■ **Action item**: Leaving the pictures aside, repeat every line below exactly.

■ **Collected data entries**:
-.-.-

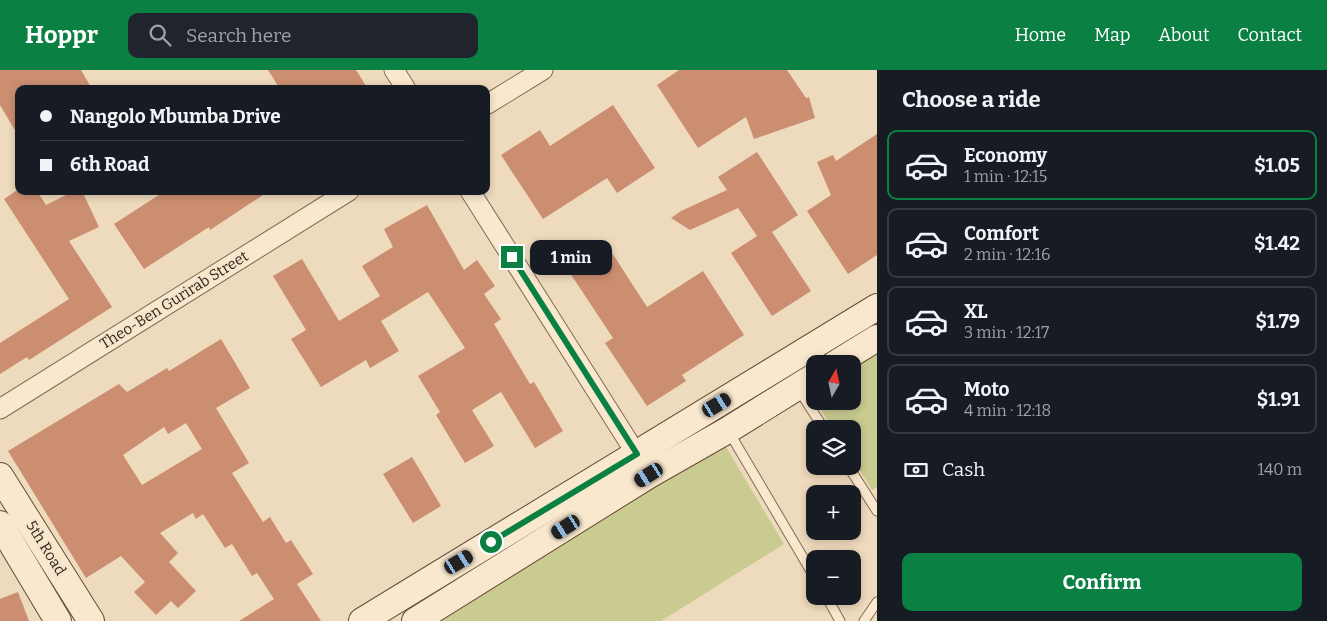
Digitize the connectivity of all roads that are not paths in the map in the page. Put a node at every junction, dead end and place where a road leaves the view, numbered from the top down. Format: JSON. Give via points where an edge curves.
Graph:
{"nodes":[{"id":1,"x":394,"y":70,"type":"edge"},
{"id":2,"x":543,"y":70,"type":"edge"},
{"id":3,"x":403,"y":85,"type":"edge"},
{"id":4,"x":490,"y":103,"type":"edge"},
{"id":5,"x":343,"y":195,"type":"edge"},
{"id":6,"x":473,"y":195,"type":"edge"},
{"id":7,"x":877,"y":306,"type":"edge"},
{"id":8,"x":877,"y":338,"type":"edge"},
{"id":9,"x":850,"y":355,"type":"edge"},
{"id":10,"x":806,"y":382,"type":"edge"},
{"id":11,"x":0,"y":409,"type":"edge"},
{"id":12,"x":728,"y":430,"type":"junction"},
{"id":13,"x":643,"y":464,"type":"junction"},
{"id":14,"x":854,"y":475,"type":"edge"},
{"id":15,"x":0,"y":476,"type":"edge"},
{"id":16,"x":877,"y":511,"type":"edge"},
{"id":17,"x":0,"y":524,"type":"edge"},
{"id":18,"x":806,"y":563,"type":"edge"},
{"id":19,"x":877,"y":602,"type":"edge"},
{"id":20,"x":831,"y":605,"type":"edge"},
{"id":21,"x":58,"y":621,"type":"edge"},
{"id":22,"x":91,"y":621,"type":"edge"},
{"id":23,"x":362,"y":621,"type":"edge"},
{"id":24,"x":415,"y":621,"type":"edge"},
{"id":25,"x":840,"y":621,"type":"edge"},
{"id":26,"x":864,"y":621,"type":"edge"}],
"edges":[{"from":1,"to":3,"type":"street"},
{"from":2,"to":4,"type":"street"},
{"from":5,"to":11,"type":"street","name":"Theo-Ben Gurirab Street"},
{"from":6,"to":13,"type":"street"},
{"from":7,"to":13,"type":"street"},
{"from":8,"to":9,"type":"street"},
{"from":10,"to":12,"type":"street"},
{"from":12,"to":13,"type":"street"},
{"from":12,"to":18,"type":"lane"},
{"from":13,"to":23,"type":"street"},
{"from":13,"to":24,"type":"street"},
{"from":14,"to":16,"type":"lane"},
{"from":15,"to":22,"type":"street","name":"5th Road"},
{"from":17,"to":21,"type":"street","name":"5th Road"},
{"from":19,"to":26,"type":"lane"},
{"from":20,"to":25,"type":"lane"}]}
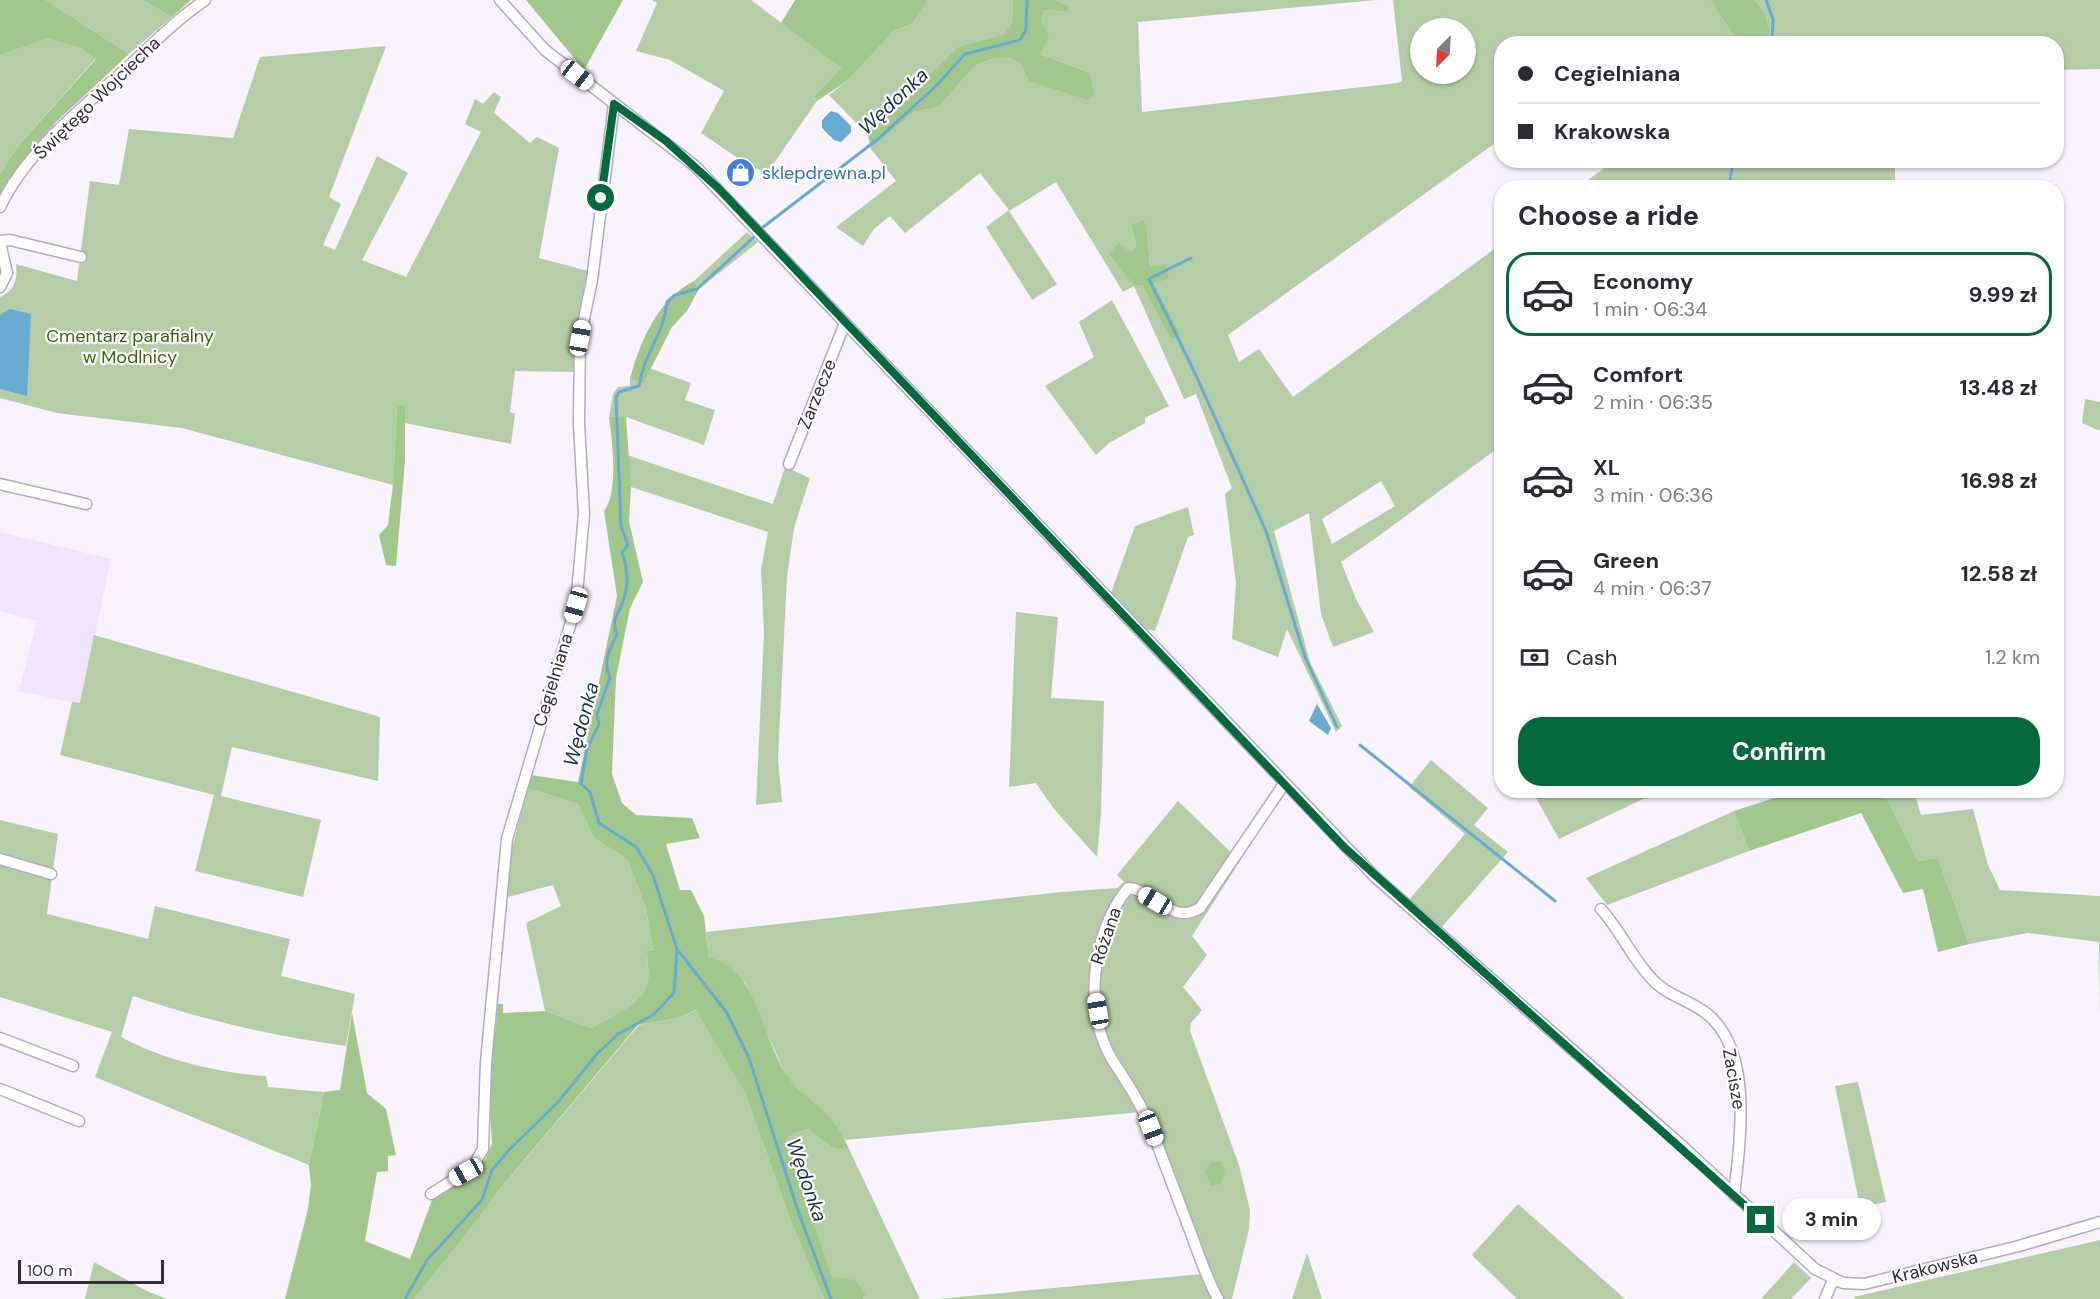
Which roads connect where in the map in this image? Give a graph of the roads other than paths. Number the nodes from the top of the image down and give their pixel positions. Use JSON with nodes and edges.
{"nodes":[{"id":1,"x":205,"y":0,"type":"edge"},
{"id":2,"x":500,"y":0,"type":"edge"},
{"id":3,"x":614,"y":104,"type":"junction"},
{"id":4,"x":0,"y":207,"type":"edge"},
{"id":5,"x":0,"y":242,"type":"edge"},
{"id":6,"x":81,"y":257,"type":"dead end"},
{"id":7,"x":0,"y":287,"type":"edge"},
{"id":8,"x":845,"y":323,"type":"junction"},
{"id":9,"x":789,"y":464,"type":"dead end"},
{"id":10,"x":0,"y":484,"type":"edge"},
{"id":11,"x":86,"y":504,"type":"dead end"},
{"id":12,"x":1284,"y":784,"type":"junction"},
{"id":13,"x":0,"y":859,"type":"edge"},
{"id":14,"x":51,"y":874,"type":"dead end"},
{"id":15,"x":1601,"y":909,"type":"dead end"},
{"id":16,"x":0,"y":1038,"type":"edge"},
{"id":17,"x":73,"y":1066,"type":"dead end"},
{"id":18,"x":0,"y":1089,"type":"edge"},
{"id":19,"x":79,"y":1121,"type":"dead end"},
{"id":20,"x":431,"y":1194,"type":"dead end"},
{"id":21,"x":1734,"y":1195,"type":"junction"},
{"id":22,"x":2100,"y":1222,"type":"edge"},
{"id":23,"x":1833,"y":1280,"type":"junction"},
{"id":24,"x":1218,"y":1299,"type":"edge"},
{"id":25,"x":1825,"y":1299,"type":"edge"}],
"edges":[{"from":1,"to":4,"type":"street","name":"Świętego Wojciecha"},
{"from":2,"to":3,"type":"street","name":"Krakowska"},
{"from":3,"to":8,"type":"street","name":"Krakowska"},
{"from":3,"to":20,"type":"street","name":"Cegielniana"},
{"from":5,"to":6,"type":"street"},
{"from":5,"to":7,"type":"street"},
{"from":8,"to":9,"type":"street","name":"Zarzecze"},
{"from":8,"to":12,"type":"street","name":"Krakowska"},
{"from":10,"to":11,"type":"street"},
{"from":12,"to":21,"type":"street","name":"Krakowska"},
{"from":12,"to":24,"type":"street","name":"Różana"},
{"from":13,"to":14,"type":"street"},
{"from":15,"to":21,"type":"street","name":"Zacisze"},
{"from":16,"to":17,"type":"street"},
{"from":18,"to":19,"type":"street"},
{"from":21,"to":23,"type":"street","name":"Krakowska"},
{"from":22,"to":23,"type":"street","name":"Krakowska"},
{"from":23,"to":25,"type":"street"}]}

-.-.-

■ **The answer**:
Digitize the connectivity of all roads that are not paths in the map in the page. Put a node at every junction, dead end and place where a road leaves the view, numbered from the top down. Format: JSON. Give via points where an edge curves.
Graph:
{"nodes":[{"id":1,"x":394,"y":70,"type":"edge"},
{"id":2,"x":543,"y":70,"type":"edge"},
{"id":3,"x":403,"y":85,"type":"edge"},
{"id":4,"x":490,"y":103,"type":"edge"},
{"id":5,"x":343,"y":195,"type":"edge"},
{"id":6,"x":473,"y":195,"type":"edge"},
{"id":7,"x":877,"y":306,"type":"edge"},
{"id":8,"x":877,"y":338,"type":"edge"},
{"id":9,"x":850,"y":355,"type":"edge"},
{"id":10,"x":806,"y":382,"type":"edge"},
{"id":11,"x":0,"y":409,"type":"edge"},
{"id":12,"x":728,"y":430,"type":"junction"},
{"id":13,"x":643,"y":464,"type":"junction"},
{"id":14,"x":854,"y":475,"type":"edge"},
{"id":15,"x":0,"y":476,"type":"edge"},
{"id":16,"x":877,"y":511,"type":"edge"},
{"id":17,"x":0,"y":524,"type":"edge"},
{"id":18,"x":806,"y":563,"type":"edge"},
{"id":19,"x":877,"y":602,"type":"edge"},
{"id":20,"x":831,"y":605,"type":"edge"},
{"id":21,"x":58,"y":621,"type":"edge"},
{"id":22,"x":91,"y":621,"type":"edge"},
{"id":23,"x":362,"y":621,"type":"edge"},
{"id":24,"x":415,"y":621,"type":"edge"},
{"id":25,"x":840,"y":621,"type":"edge"},
{"id":26,"x":864,"y":621,"type":"edge"}],
"edges":[{"from":1,"to":3,"type":"street"},
{"from":2,"to":4,"type":"street"},
{"from":5,"to":11,"type":"street","name":"Theo-Ben Gurirab Street"},
{"from":6,"to":13,"type":"street"},
{"from":7,"to":13,"type":"street"},
{"from":8,"to":9,"type":"street"},
{"from":10,"to":12,"type":"street"},
{"from":12,"to":13,"type":"street"},
{"from":12,"to":18,"type":"lane"},
{"from":13,"to":23,"type":"street"},
{"from":13,"to":24,"type":"street"},
{"from":14,"to":16,"type":"lane"},
{"from":15,"to":22,"type":"street","name":"5th Road"},
{"from":17,"to":21,"type":"street","name":"5th Road"},
{"from":19,"to":26,"type":"lane"},
{"from":20,"to":25,"type":"lane"}]}
Which roads connect where in the map in this image? Give a graph of the roads other than paths. Number the nodes from the top of the image down and give their pixel positions. Use JSON with nodes and edges.
{"nodes":[{"id":1,"x":205,"y":0,"type":"edge"},
{"id":2,"x":500,"y":0,"type":"edge"},
{"id":3,"x":614,"y":104,"type":"junction"},
{"id":4,"x":0,"y":207,"type":"edge"},
{"id":5,"x":0,"y":242,"type":"edge"},
{"id":6,"x":81,"y":257,"type":"dead end"},
{"id":7,"x":0,"y":287,"type":"edge"},
{"id":8,"x":845,"y":323,"type":"junction"},
{"id":9,"x":789,"y":464,"type":"dead end"},
{"id":10,"x":0,"y":484,"type":"edge"},
{"id":11,"x":86,"y":504,"type":"dead end"},
{"id":12,"x":1284,"y":784,"type":"junction"},
{"id":13,"x":0,"y":859,"type":"edge"},
{"id":14,"x":51,"y":874,"type":"dead end"},
{"id":15,"x":1601,"y":909,"type":"dead end"},
{"id":16,"x":0,"y":1038,"type":"edge"},
{"id":17,"x":73,"y":1066,"type":"dead end"},
{"id":18,"x":0,"y":1089,"type":"edge"},
{"id":19,"x":79,"y":1121,"type":"dead end"},
{"id":20,"x":431,"y":1194,"type":"dead end"},
{"id":21,"x":1734,"y":1195,"type":"junction"},
{"id":22,"x":2100,"y":1222,"type":"edge"},
{"id":23,"x":1833,"y":1280,"type":"junction"},
{"id":24,"x":1218,"y":1299,"type":"edge"},
{"id":25,"x":1825,"y":1299,"type":"edge"}],
"edges":[{"from":1,"to":4,"type":"street","name":"Świętego Wojciecha"},
{"from":2,"to":3,"type":"street","name":"Krakowska"},
{"from":3,"to":8,"type":"street","name":"Krakowska"},
{"from":3,"to":20,"type":"street","name":"Cegielniana"},
{"from":5,"to":6,"type":"street"},
{"from":5,"to":7,"type":"street"},
{"from":8,"to":9,"type":"street","name":"Zarzecze"},
{"from":8,"to":12,"type":"street","name":"Krakowska"},
{"from":10,"to":11,"type":"street"},
{"from":12,"to":21,"type":"street","name":"Krakowska"},
{"from":12,"to":24,"type":"street","name":"Różana"},
{"from":13,"to":14,"type":"street"},
{"from":15,"to":21,"type":"street","name":"Zacisze"},
{"from":16,"to":17,"type":"street"},
{"from":18,"to":19,"type":"street"},
{"from":21,"to":23,"type":"street","name":"Krakowska"},
{"from":22,"to":23,"type":"street","name":"Krakowska"},
{"from":23,"to":25,"type":"street"}]}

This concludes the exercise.